After moving to Los Angeles in 1967, he wrote scores for television series like "The Six Million Dollar Man" and "Ironside." It was a lucrative but hectic lifestyle, and its relentless pace may have contributed to his fatal heart attack in 1975.
Jazz fans have seen to it that Oliver Nelson’s classic jazz LPs from the 1960s have stayed in print, but his concert and chamber works still await a significant revival.

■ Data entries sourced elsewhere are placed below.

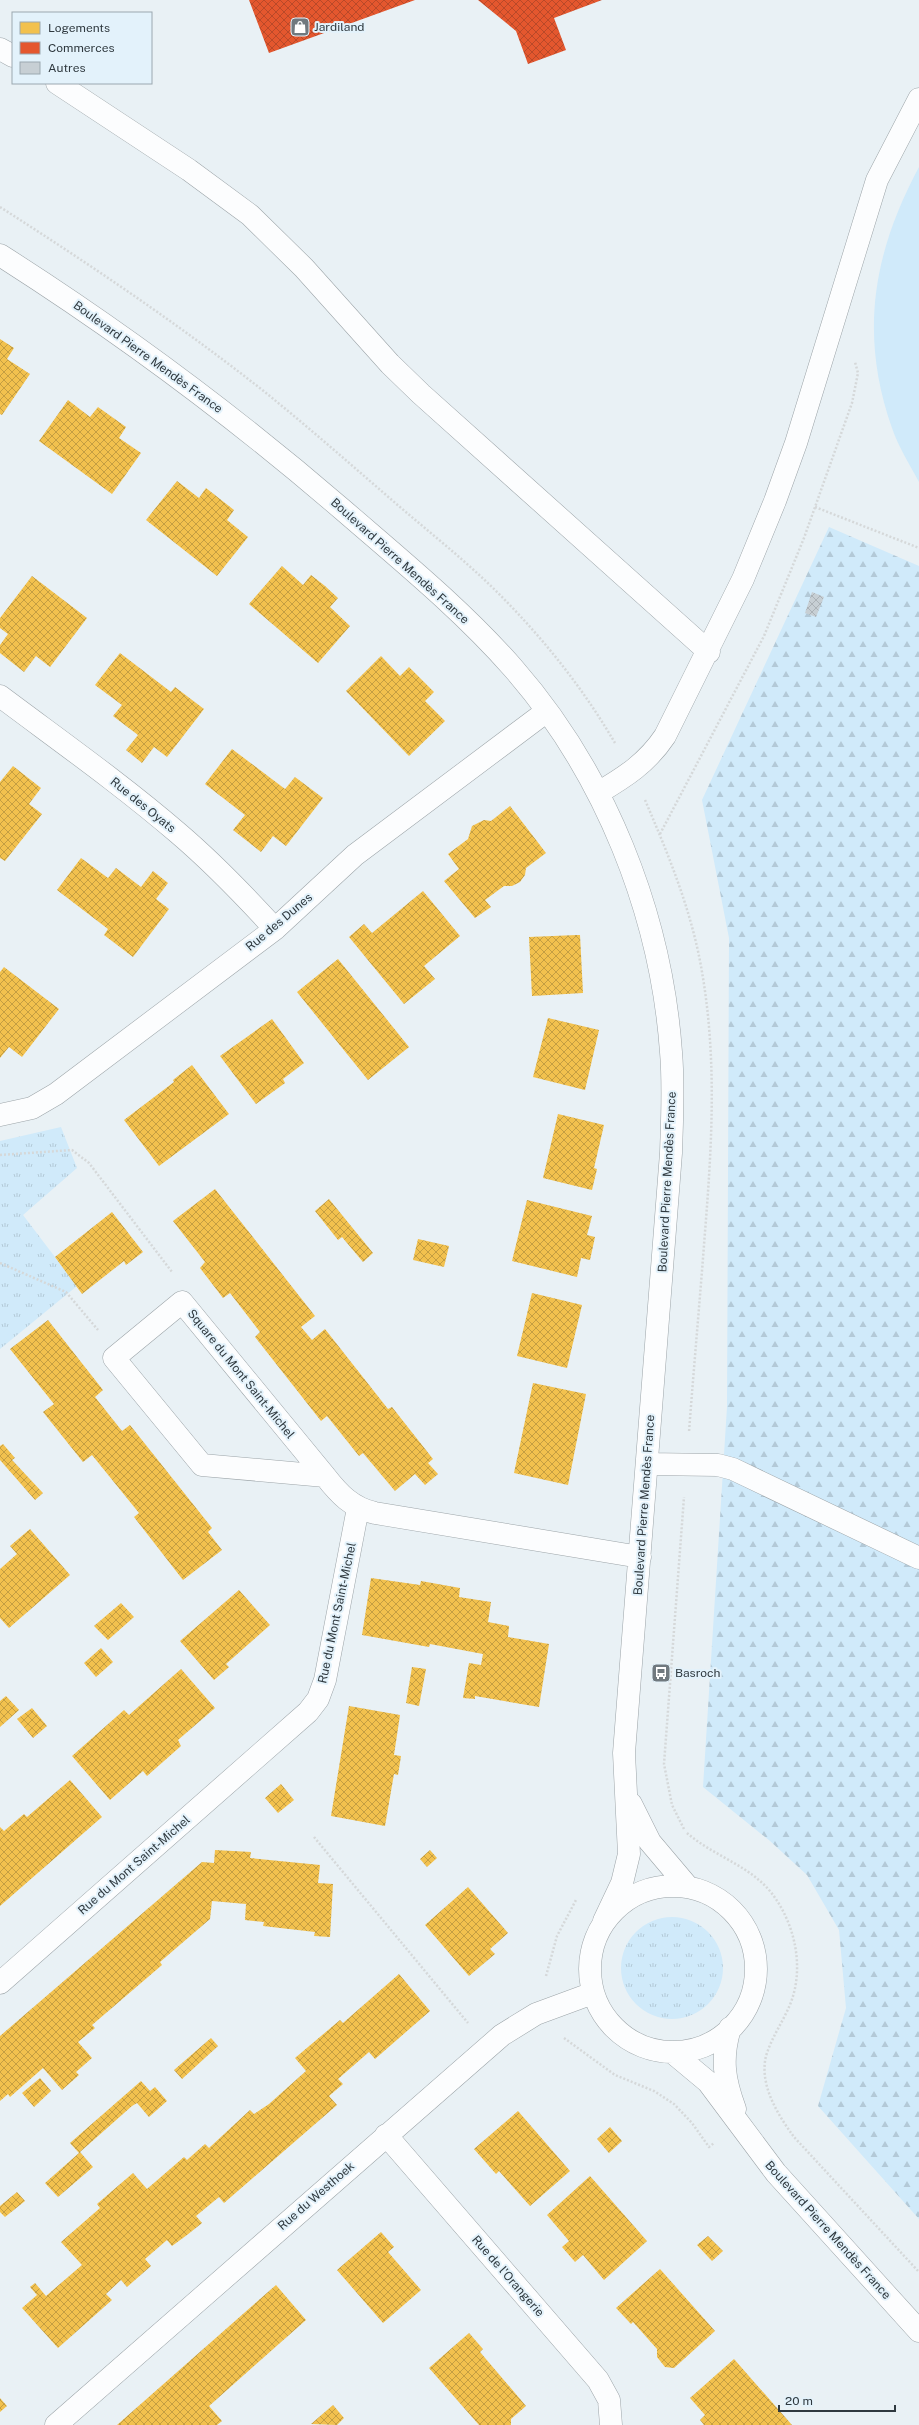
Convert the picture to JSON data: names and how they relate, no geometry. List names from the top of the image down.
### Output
{
  "streets": {
    "street": [
      "Boulevard Pierre Mendès France",
      "Rue des Oyats",
      "Rue des Dunes",
      "Square du Mont Saint-Michel",
      "Rue du Mont Saint-Michel",
      "Rue du Westhoek",
      "Rue de l'Orangerie"
    ]
  },
  "crossings": [
    ["Boulevard Pierre Mendès France", "Rue des Dunes"],
    ["Boulevard Pierre Mendès France", "Rue du Westhoek"],
    ["Rue des Oyats", "Rue des Dunes"],
    ["Square du Mont Saint-Michel", "Rue du Mont Saint-Michel"],
    ["Rue du Westhoek", "Rue de l'Orangerie"]
  ],
  "places": {
    "shop": ["Jardiland"],
    "bus stop": ["Basroch"]
  },
  "legend": ["Logements", "Commerces", "Autres"],
  "scale_bar": "20 m"
}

Music Played in Today's Program
Oliver Nelson (1932 – 1975) arr. Eley Sonata Marcus Eley, clarinet; Lucerne DeSa, piano Arabesque 6703
On This Day
Births
1770 - possible birthdate of the British-born early American composer, conductor, and music publisher James Hewitt, in Dartmoor;
1932 - American composer and jazz arranger Oliver Nelson, in St. Louis;
Deaths
1872 - Polish opera composer Stanislaw Moniuszko, age 53, in Warsaw;
1907 - Norwegian composer Agathe Backer-Groendahl, age 59, in Kristiania (now Oslo);
1951 - Russian-born American double-bass player, conductor and new music patron, Serge Koussevitzky, age 76, in Boston;
Premieres
1811 - Weber: opera, "Abu Hassan." In Munich;
1883 - Tchaikovsky: "Festival Coronation March," in Moscow (Julian date: May 23); Tchaikovsky conducted this march at the gala opening concert of Carnegie Hall (then called just "The Music Hall")in New York on May 5, 1891;
1912 - Chadwick: tone poem "Aphrodite" in Norfolk, Conn., at the Litchfield Festival;
1914 - Sibelius: "Oceanides," in Norfolk, Conn., at the Litchfield Festival, with the composer conducting;
1935 - Shostakovich: ballet "The Limpid Stream," in Leningrad at the Maliiy Opera Theater;
1935 - R. Strauss: opera "Die schweigsame Frau" (The Silent Woman), in Dresden at the Staatsoper;
1994 - Philip Glass: opera "La Belle et la Bête" (Beauty and the Beast) based on the film by Jean Cocteau), by the Philip Glass Ensemble at the Teatro de la Maestranza in Seville (Spain), with Michael Riesman conducting;
1997 - Richard Danielpour: ballet "Urban Dances," at New York State Theater by the New York Ballet, choreographed by Miriam Mahdaviani;
1999 - Esa-Pekka Salonen: "Five Images after Sappho" for voice and orchestra, at the Ojai Festival in California, with soprano Dawn Upshaw and the Los Angeles Philharmonic New Music Group, conducted by the composer.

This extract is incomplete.